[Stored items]
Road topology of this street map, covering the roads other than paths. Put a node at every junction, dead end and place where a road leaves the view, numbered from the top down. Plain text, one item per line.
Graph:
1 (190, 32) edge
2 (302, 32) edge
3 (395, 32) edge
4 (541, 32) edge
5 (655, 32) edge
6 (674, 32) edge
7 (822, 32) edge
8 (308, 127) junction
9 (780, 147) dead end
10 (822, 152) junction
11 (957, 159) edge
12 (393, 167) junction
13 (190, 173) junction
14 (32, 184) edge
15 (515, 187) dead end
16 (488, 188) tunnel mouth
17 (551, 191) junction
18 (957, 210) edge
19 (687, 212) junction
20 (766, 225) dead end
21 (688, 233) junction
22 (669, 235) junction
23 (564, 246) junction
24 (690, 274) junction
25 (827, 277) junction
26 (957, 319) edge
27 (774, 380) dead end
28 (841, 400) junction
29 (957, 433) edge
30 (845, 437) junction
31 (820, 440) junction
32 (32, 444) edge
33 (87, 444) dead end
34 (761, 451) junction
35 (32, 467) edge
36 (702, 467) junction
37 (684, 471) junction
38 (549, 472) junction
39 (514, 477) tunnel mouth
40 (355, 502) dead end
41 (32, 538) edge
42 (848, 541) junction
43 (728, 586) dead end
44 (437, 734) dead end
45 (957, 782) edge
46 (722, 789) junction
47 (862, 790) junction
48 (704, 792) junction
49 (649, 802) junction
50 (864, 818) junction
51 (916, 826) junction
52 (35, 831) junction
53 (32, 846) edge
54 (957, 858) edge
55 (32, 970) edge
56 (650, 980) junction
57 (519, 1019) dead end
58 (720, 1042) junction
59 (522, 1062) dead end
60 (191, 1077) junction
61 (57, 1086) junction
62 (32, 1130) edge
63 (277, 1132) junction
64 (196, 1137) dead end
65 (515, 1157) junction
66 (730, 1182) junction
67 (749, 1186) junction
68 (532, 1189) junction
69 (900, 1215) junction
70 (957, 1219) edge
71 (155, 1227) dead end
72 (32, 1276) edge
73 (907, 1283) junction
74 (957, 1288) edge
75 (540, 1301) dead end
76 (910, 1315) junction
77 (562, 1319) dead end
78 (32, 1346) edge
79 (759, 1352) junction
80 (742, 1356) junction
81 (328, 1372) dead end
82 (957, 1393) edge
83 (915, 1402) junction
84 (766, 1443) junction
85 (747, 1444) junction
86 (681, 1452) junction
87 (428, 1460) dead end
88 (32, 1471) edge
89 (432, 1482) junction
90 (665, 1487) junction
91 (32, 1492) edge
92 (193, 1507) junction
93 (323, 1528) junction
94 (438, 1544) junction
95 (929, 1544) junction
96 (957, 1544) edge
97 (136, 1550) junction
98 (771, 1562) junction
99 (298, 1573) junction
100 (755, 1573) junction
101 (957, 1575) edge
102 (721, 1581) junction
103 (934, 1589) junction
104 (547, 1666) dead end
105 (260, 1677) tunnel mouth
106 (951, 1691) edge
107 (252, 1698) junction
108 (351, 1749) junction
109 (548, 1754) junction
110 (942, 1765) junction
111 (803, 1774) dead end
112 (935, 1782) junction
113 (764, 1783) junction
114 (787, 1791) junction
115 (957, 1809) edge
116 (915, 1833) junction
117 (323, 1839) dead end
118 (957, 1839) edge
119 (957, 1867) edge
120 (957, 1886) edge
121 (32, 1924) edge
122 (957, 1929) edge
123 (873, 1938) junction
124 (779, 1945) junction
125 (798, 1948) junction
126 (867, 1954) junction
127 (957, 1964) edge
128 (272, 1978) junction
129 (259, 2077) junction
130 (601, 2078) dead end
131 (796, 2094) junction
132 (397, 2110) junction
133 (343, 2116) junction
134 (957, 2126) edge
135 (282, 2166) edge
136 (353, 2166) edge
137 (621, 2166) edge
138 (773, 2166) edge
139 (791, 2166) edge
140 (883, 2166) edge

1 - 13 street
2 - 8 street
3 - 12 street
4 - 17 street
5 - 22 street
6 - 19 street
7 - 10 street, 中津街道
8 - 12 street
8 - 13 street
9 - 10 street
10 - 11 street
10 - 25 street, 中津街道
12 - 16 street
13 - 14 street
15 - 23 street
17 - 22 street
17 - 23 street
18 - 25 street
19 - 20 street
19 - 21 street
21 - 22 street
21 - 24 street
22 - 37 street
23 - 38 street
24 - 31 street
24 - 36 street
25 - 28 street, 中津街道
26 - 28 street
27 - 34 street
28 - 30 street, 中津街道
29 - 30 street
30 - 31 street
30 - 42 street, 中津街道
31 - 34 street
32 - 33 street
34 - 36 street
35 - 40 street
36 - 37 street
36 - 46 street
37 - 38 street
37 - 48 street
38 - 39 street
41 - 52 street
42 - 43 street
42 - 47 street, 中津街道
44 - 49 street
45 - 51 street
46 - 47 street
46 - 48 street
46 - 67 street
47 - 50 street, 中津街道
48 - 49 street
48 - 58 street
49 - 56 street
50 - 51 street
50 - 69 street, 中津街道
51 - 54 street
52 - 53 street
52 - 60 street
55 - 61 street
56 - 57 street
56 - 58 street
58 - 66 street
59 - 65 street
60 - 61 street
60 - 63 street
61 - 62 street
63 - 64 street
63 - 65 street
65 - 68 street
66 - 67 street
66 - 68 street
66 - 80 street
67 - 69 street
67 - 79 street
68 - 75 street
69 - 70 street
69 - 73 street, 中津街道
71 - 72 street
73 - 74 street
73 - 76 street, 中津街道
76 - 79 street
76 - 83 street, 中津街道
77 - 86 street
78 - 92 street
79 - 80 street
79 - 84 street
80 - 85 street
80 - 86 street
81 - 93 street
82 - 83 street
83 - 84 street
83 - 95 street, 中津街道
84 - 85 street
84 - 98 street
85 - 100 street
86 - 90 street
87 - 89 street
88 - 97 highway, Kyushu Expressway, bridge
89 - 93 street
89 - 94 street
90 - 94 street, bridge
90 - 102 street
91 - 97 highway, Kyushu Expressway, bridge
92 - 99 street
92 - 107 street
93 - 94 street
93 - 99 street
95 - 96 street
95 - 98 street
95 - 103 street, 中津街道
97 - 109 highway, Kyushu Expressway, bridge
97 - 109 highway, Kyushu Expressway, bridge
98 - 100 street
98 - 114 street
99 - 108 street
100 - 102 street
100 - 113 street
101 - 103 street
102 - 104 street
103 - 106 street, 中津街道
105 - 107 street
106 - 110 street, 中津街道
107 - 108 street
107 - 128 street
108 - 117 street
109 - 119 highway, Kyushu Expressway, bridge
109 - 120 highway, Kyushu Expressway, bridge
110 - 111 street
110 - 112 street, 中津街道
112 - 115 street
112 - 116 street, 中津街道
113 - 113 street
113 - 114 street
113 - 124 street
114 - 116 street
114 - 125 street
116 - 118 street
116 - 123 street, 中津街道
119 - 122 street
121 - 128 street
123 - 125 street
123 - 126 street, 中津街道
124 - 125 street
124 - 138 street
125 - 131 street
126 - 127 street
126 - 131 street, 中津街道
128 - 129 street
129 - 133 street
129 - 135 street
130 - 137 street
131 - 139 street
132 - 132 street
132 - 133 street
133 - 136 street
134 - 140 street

→ **TASK ITEM**: Find every line of the data that includes the string "highway". Copy each of those lines.

→ **RESPONSE AREA**:
88 - 97 highway, Kyushu Expressway, bridge
91 - 97 highway, Kyushu Expressway, bridge
97 - 109 highway, Kyushu Expressway, bridge
97 - 109 highway, Kyushu Expressway, bridge
109 - 119 highway, Kyushu Expressway, bridge
109 - 120 highway, Kyushu Expressway, bridge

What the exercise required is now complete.